Cross-Validation in R programming
Cross-validation is an essential technique in machine learning used to assess the performance and accuracy of a model. The primary goal is to ensure that the model is not overfitting to the training data and that it will perform well on unseen, real-world data. Cross-validation involves partitioning the dataset into multiple subsets, training the model on some subsets and testing it on the remaining subsets.

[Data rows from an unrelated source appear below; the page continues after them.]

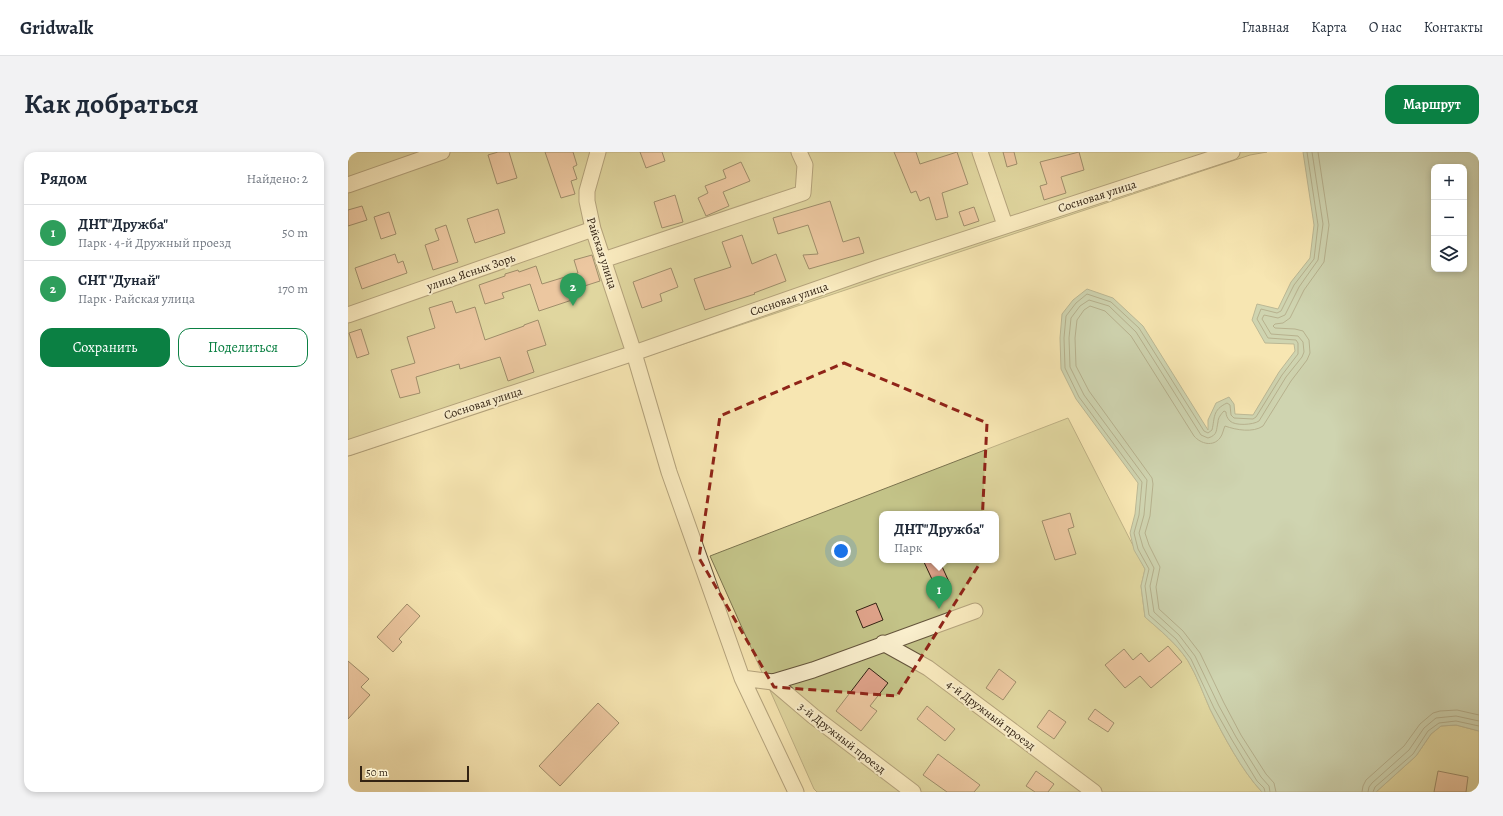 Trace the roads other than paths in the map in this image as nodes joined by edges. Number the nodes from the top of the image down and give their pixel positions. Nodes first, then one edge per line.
1 (442, 152) edge
2 (598, 152) edge
3 (799, 152) edge
4 (980, 152) edge
5 (1232, 152) edge
6 (348, 184) edge
7 (1005, 225) junction
8 (593, 229) junction
9 (603, 260) junction
10 (348, 315) edge
11 (634, 353) junction
12 (348, 448) edge
13 (975, 611) dead end
14 (883, 643) junction
15 (742, 678) junction
16 (773, 682) junction
17 (796, 792) edge
18 (913, 792) edge
19 (1094, 792) edge

1 - 6 street
2 - 8 street, Райская улица
3 - 9 street
4 - 7 street
5 - 7 street, Сосновая улица
7 - 11 street, Сосновая улица
8 - 9 street, Райская улица
8 - 10 street, улица Ясных Зорь
9 - 11 street, Райская улица
11 - 12 street, Сосновая улица
11 - 15 street, Райская улица
13 - 14 street
14 - 16 street
14 - 19 street, 4-й Дружный проезд
15 - 16 street
15 - 17 street, Райская улица
16 - 18 street, 3-й Дружный проезд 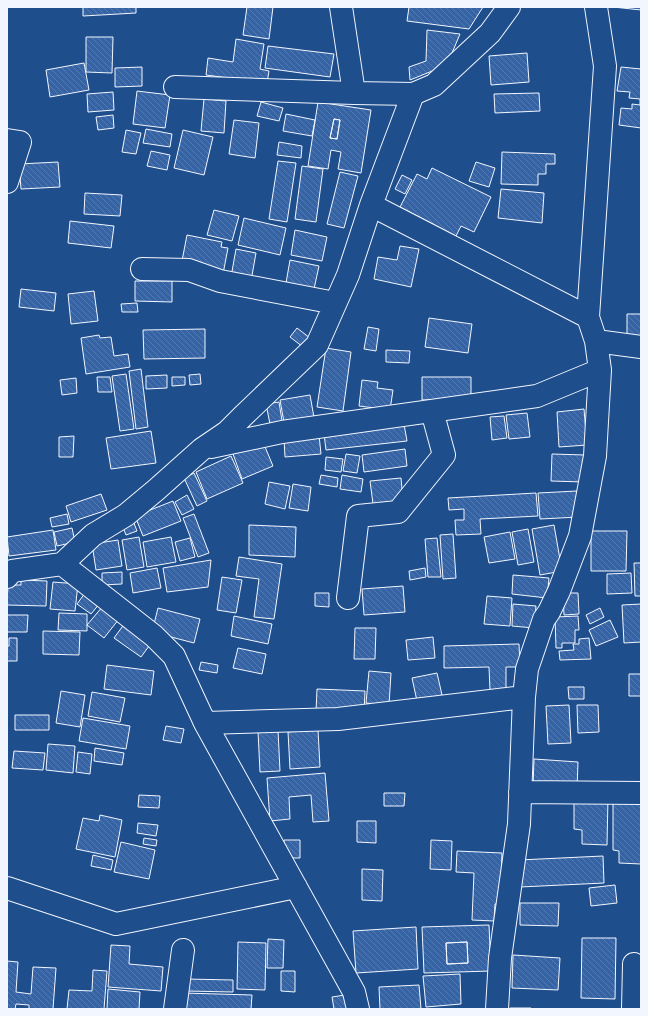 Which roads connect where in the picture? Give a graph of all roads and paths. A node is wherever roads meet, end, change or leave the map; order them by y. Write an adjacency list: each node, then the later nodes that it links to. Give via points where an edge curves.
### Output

Cross-validation helps to address two major concerns:
- Overfitting: If a model performs well on the training data but poorly on new data, it might be overfitting. Cross-validation ensures that the model is tested on different subsets of data, reducing the risk of overfitting.
- Underfitting: Cross-validation also helps in assessing if the model is too simple or not complex enough to capture patterns in the data.
Implementation of Cross-Validation in R
We will implement various methods like Validation Set Approach, Leave-One-Out Cross-Validation (LOOCV), K-Fold Cross-Validation and Repeated K-Fold Cross-Validation in R programming language.
Installing the Required Libraries and Loading the Dataset
To begin, we will install and load required packages and import the marketing dataset. We will be using the marketing dataset in R to demonstrate how cross-validation works.
- tidyverse: Used for data manipulation and visualization.
- caret: Provides tools for training models and cross-validation.
- datarium : Used to import the marketing dataset.
install.packages("tidyverse")
install.packages("caret")
install.packages("datarium")
library(tidyverse)
library(caret)
data("marketing", package = "datarium")
head(marketing)
Output:

1. Validation Set Approach
The Validation Set Approach, randomly split the dataset into training (80%) and testing (20%) sets. We then train a linear regression model using the training data. and evaluate it on the testing set using RMSE, MAE and R-Square metrics.
- createDataPartition(): Randomly splits the data into training and testing sets.
- lm(): Fits a linear regression model.
- predict(): Makes predictions on the testing set.
- R2(), RMSE(), MAE(): Evaluate model performance.
set.seed(123)
random_sample <- createDataPartition(marketing$sales, p = 0.8, list = FALSE)
training_dataset <- marketing[random_sample, ]
testing_dataset <- marketing[-random_sample, ]
model <- lm(sales ~ ., data = training_dataset)
predictions <- predict(model, testing_dataset)
df= data.frame(
R2 = R2(predictions, testing_dataset$sales),
RMSE = RMSE(predictions, testing_dataset$sales),
MAE = MAE(predictions, testing_dataset$sales)
)
df
Output:

2. Leave-One-Out Cross-Validation (LOOCV)
LOOCV splits the dataset into N-1 data points for training and 1 data point for testing. This is repeated for every data point and the average of the prediction errors is calculated.
- trainControl(method = "LOOCV"): Defines the cross-validation method as LOOCV.
- train(): Trains the model using LOOCV.
train_control <- trainControl(method = "LOOCV")
model <- train(sales ~ ., data = marketing, method = "lm", trControl = train_control)
print(model)
Output:

3. K-Fold Cross-Validation
In K-fold cross-validation, we split the data into K subsets (folds). The model is trained on K-1 folds and tested on the remaining fold. This process is repeated K times. Then we calculate the average prediction error.
- trainControl(method = "cv", number = 10): Defines K-fold cross-validation with K = 10.
- train(): Trains the model using K-fold cross-validation.
train_control <- trainControl(method = "cv", number = 10)
model <- train(sales ~ ., data = marketing, method = "lm", trControl = train_control)
print(model)
Output:

4. Repeated K-Fold Cross-Validation
Repeated K-Fold Cross-Validation method repeats K-fold cross-validation multiple times. This helps to further reduce the variance of the performance metrics. We split the data into K subsets and then train the model on K-1 subsets and test it on the left-out fold. This process is repeated for a specified number of times.
- trainControl(method = "repeatedcv", number = 10, repeats = 3): Defines repeated K-fold cross-validation with K = 10 and 3 repetitions.
- train(): Trains the model using repeated K-fold cross-validation.
train_control <- trainControl(method = "repeatedcv", number = 10, repeats = 3)
model <- train(sales ~ ., data = marketing, method = "lm", trControl = train_control)
print(model)
Output:

In this article, we demonstrated different cross-validation techniques in R to evaluate the performance of a linear regression model. We covered the Validation Set Approach, LOOCV, K-Fold Cross-Validation and Repeated K-Fold Cross-Validation.